Start of INFORMATION GIVEN

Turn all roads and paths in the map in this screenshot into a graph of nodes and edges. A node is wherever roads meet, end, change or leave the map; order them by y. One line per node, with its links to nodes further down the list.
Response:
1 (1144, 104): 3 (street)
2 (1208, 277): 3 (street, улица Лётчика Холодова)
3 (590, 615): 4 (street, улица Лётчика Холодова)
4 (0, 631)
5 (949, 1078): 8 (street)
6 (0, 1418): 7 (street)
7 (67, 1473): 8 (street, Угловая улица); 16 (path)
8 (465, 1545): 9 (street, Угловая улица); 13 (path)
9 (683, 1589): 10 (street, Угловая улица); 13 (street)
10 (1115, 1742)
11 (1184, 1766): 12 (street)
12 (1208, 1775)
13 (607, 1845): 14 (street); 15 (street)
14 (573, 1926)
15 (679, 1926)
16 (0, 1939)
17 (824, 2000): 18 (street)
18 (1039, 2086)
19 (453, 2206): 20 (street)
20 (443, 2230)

End of INFORMATION GIVEN

_TASK DESCRIPTION_
Give back all the data exactly as written.

_RESPONSE_
Turn all roads and paths in the map in this screenshot into a graph of nodes and edges. A node is wherever roads meet, end, change or leave the map; order them by y. One line per node, with its links to nodes further down the list.
Response:
1 (1144, 104): 3 (street)
2 (1208, 277): 3 (street, улица Лётчика Холодова)
3 (590, 615): 4 (street, улица Лётчика Холодова)
4 (0, 631)
5 (949, 1078): 8 (street)
6 (0, 1418): 7 (street)
7 (67, 1473): 8 (street, Угловая улица); 16 (path)
8 (465, 1545): 9 (street, Угловая улица); 13 (path)
9 (683, 1589): 10 (street, Угловая улица); 13 (street)
10 (1115, 1742)
11 (1184, 1766): 12 (street)
12 (1208, 1775)
13 (607, 1845): 14 (street); 15 (street)
14 (573, 1926)
15 (679, 1926)
16 (0, 1939)
17 (824, 2000): 18 (street)
18 (1039, 2086)
19 (453, 2206): 20 (street)
20 (443, 2230)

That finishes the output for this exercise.